Example. A, a U.S. person, established a trust on December 31, 1984, and contributed real property with a fair market value of $10,000 to the trust. The terms of that trust provided that the trustee, a bank that is unrelated to A, at its discretion may retain trust income or may distribute it to X, a foreign person, or to the head of state of any country other than the United States. The remainder upon the death of X is to go in equal shares to such of Y and Z, both foreign persons, as survive X. On December 31, 1984, the total value of the trust's assets is $10,000. On the same date, the actuarial values of the remainder interests of Y and Z in the corpus of the trust are definitely ascertainable. They are $1,000 and $500, respectively. Neither the income interest of X nor of the head of state of any country other than the United States has a definitely ascertainable actuarial value on December 31, 1984. The interests of Y and Z in the income portion of the trust similarly have no definitely ascertainable actuarial values on such date since the income may be distributed rather than retained by the trust. Since the sum of the actuarial values of definitely ascertainable interests of persons in existence ($1,500) is less than $10,000, the difference ($8,500) is treated as owned by each beneficiary who is in existence on December 31, 1984, and who is potentially entitled to such excess. Therefore, X, Y, Z, and the head of state of any country other than the United States are each considered as owning the entire $8,500 income interest in the trust. On December 31, 1984, the total actuarial value of X's interest is $8,500, and his percentage ownership interest is 85 percent. The total actuarial value of Y's interest in the trust is $9,500 ($1,000 plus $8,500), and his percentage ownership interest is 95 percent. The total actuarial value of Z's interest is $9,000 ($500 plus $8,500), and his percentage ownership interest is 90 percent. The actuarial value of the interest of the head of state of each country other than the United States is $8,500, and his percentage ownership interest is 85 percent.
(4) Dates with respect to which percentage ownership interests are determined.
The dates with respect to which percentage ownership interests are determined are the applicable determination dates outlined in section 1.897-2 or in regulations under section 6039C.

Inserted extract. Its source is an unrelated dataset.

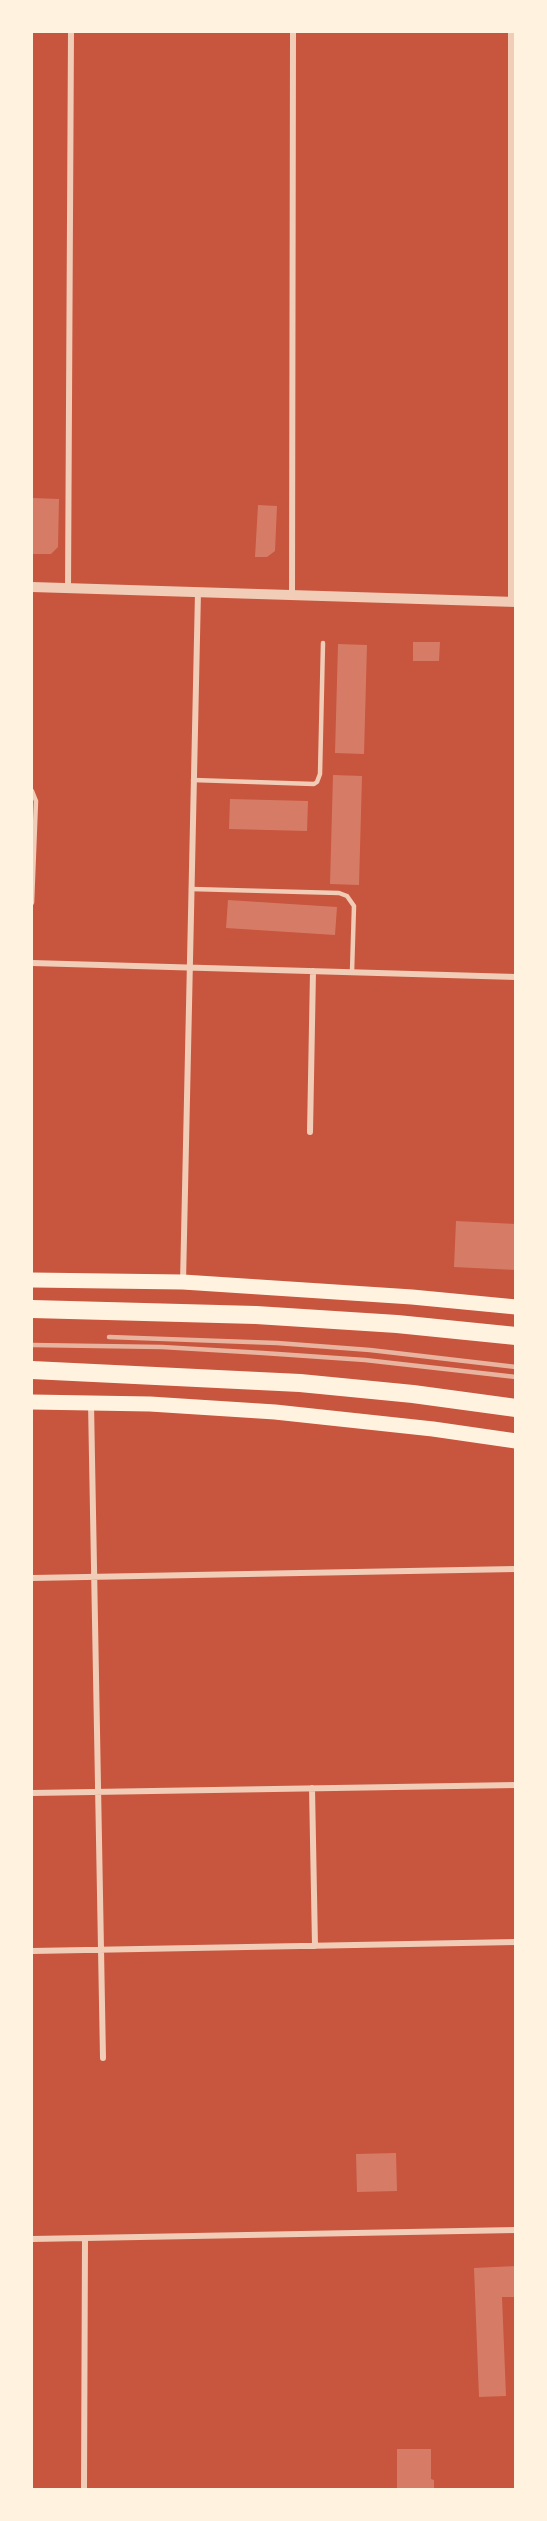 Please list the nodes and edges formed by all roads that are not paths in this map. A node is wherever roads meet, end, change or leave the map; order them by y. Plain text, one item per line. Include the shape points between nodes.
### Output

(f) Asset used or held for use in a trade or business--
(1) In general. The term "asset used or held for use in a trade or business" means--
(i) Property, other than a U.S. real property interest, that is--
(A) Stock in trade of an entity or other property of a kind which would properly be included in the inventory of the entity if on hand at the close of the taxable year, or property held by the entity primarily for sale to customers in the ordinary course of its trade or business, or
(B) Depreciable property used or held for use in the trade or business, as described in section 1231(b)(1) but without regard to the holding period limitations of section 1231(b), or
(C) Livestock, including poultry, used or held for use in a trade or business for draft, breeding, dairy, or sporting purposes, and
(ii) Goodwill and going concern value, patents, inventions, formulas copyrights, literary, musical, or artistic compositions, trademarks, trade names, franchises, licenses, customer lists, and similar intangible property, but only to the extent that such property is used or held for use in the entity's trade or business and subject to the valuation rules of section 1.897-1(o)(4), and
(iii) Cash, securities, receivables of all kinds, options or contracts to acquire any of the foregoing, and options or contracts to acquire commodities, but only to the extent that such assets are used or held for use in the corporation's trade or business and do not constitute U.S. real property interests.
(2) Used or held for use in a trade or business. An asset is used or held for use in an entity's trade or business if it is, under the principles of section 1.864-4(c)(2)--
(i) Held for the principal purpose of promoting the present conduct of the trade or business,
(ii) Acquired and held in the ordinary course of the trade or business, as, for example, in the case of an account or note receivable arising from that trade or business (including the performance of services), or
(iii) Otherwise held in a direct relationship to the trade or business.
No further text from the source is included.